→ WHAT YOU HAVE TO DO
The answer must consist of every line below that contains the word "above".

[Data entries]
====
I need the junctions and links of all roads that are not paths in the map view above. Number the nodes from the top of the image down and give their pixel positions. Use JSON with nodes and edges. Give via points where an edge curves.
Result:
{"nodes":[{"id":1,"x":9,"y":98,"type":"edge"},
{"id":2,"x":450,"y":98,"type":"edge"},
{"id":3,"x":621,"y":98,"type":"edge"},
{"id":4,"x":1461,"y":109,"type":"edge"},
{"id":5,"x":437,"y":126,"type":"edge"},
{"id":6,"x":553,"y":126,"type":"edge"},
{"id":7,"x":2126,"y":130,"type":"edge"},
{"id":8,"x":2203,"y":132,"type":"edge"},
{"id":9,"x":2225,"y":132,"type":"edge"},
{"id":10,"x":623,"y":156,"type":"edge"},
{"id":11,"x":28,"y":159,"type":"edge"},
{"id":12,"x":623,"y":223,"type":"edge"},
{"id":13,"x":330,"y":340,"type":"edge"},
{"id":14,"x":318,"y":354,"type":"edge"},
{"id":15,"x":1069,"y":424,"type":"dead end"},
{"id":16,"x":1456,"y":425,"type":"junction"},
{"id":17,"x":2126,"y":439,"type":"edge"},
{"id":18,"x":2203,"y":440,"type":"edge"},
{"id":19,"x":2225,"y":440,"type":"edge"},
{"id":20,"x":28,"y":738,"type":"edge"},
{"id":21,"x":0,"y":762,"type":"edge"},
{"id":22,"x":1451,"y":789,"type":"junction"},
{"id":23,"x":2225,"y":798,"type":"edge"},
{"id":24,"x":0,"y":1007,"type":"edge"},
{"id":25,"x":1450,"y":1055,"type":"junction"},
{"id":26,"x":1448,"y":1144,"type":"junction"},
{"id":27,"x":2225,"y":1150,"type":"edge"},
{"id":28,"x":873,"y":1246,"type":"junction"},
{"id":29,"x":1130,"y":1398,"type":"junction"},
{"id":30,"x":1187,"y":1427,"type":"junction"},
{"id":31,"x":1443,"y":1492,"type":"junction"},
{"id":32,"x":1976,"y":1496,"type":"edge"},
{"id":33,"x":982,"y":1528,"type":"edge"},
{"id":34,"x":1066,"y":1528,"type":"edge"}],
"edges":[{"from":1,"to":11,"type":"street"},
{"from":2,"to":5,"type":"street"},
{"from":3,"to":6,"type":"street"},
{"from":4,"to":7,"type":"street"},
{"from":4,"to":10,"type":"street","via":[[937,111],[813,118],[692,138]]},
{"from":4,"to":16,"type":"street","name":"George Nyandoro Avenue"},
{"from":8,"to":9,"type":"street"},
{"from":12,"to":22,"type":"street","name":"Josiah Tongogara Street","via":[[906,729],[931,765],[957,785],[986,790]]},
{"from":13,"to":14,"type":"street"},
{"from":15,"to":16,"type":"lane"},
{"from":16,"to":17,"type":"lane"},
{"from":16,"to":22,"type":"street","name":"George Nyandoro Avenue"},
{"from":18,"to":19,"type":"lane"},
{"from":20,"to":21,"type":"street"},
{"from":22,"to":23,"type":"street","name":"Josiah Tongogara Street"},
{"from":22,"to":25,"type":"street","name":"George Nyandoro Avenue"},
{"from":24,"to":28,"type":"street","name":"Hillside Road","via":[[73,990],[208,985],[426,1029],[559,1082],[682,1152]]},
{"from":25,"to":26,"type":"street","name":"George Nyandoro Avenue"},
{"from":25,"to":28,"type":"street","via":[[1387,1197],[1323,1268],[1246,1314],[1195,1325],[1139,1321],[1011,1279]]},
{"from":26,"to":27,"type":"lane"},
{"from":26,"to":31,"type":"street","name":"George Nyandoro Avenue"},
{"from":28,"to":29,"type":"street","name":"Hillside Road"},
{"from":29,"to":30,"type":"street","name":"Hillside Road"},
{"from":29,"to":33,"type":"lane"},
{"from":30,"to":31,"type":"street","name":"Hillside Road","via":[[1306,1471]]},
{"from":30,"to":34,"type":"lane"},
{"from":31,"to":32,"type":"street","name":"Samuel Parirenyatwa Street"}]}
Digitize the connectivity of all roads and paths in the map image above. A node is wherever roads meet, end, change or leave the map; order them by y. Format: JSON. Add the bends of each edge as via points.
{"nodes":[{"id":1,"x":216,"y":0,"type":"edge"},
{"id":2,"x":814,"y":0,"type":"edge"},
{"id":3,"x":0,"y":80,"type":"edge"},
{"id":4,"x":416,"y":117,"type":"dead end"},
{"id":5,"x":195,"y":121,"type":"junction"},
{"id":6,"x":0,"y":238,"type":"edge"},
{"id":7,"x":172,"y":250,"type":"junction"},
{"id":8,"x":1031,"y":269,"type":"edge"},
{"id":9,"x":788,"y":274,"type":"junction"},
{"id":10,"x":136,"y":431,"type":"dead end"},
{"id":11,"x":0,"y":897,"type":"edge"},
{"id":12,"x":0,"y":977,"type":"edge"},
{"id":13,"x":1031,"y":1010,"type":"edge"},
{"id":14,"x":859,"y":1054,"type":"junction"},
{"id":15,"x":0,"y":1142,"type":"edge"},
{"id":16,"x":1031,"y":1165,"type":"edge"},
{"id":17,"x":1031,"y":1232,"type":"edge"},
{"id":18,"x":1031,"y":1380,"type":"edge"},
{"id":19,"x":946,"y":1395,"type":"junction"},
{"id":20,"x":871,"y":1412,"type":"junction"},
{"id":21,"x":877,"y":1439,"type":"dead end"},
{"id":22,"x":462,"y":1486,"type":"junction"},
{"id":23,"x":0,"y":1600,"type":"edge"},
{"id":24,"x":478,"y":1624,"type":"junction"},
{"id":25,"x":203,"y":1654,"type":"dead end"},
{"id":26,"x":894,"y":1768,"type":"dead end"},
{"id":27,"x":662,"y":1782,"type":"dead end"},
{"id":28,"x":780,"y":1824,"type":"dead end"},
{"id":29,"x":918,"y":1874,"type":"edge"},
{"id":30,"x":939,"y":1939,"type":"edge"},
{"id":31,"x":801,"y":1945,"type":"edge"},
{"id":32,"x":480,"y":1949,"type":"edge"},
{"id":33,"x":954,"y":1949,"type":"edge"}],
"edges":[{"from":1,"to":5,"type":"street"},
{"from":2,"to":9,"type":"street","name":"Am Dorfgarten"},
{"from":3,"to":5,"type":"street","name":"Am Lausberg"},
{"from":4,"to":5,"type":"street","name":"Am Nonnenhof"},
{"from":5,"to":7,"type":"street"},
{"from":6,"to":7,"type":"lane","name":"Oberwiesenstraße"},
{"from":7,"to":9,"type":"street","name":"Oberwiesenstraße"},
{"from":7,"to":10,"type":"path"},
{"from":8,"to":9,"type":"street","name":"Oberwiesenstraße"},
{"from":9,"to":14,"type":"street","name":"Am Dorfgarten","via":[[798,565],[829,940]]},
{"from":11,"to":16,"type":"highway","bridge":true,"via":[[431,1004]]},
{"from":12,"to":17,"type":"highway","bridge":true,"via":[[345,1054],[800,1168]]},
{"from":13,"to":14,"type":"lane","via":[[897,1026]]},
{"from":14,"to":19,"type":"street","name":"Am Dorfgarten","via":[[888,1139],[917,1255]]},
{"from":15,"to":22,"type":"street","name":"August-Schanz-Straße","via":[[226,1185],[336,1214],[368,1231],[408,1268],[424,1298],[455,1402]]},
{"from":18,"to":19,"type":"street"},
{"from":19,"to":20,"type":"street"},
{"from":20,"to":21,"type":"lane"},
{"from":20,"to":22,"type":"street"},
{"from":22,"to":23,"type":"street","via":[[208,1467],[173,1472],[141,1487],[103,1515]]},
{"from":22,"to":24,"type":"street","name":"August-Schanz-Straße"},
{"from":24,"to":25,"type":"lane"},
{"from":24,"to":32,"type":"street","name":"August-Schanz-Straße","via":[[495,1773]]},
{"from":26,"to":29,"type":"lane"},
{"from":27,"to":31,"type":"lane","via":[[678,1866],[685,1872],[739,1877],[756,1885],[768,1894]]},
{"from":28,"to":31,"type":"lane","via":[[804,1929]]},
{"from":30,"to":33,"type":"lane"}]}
====
→ TASK RESPONSE
I need the junctions and links of all roads that are not paths in the map view above. Number the nodes from the top of the image down and give their pixel positions. Use JSON with nodes and edges. Give via points where an edge curves.
Digitize the connectivity of all roads and paths in the map image above. A node is wherever roads meet, end, change or leave the map; order them by y. Format: JSON. Add the bends of each edge as via points.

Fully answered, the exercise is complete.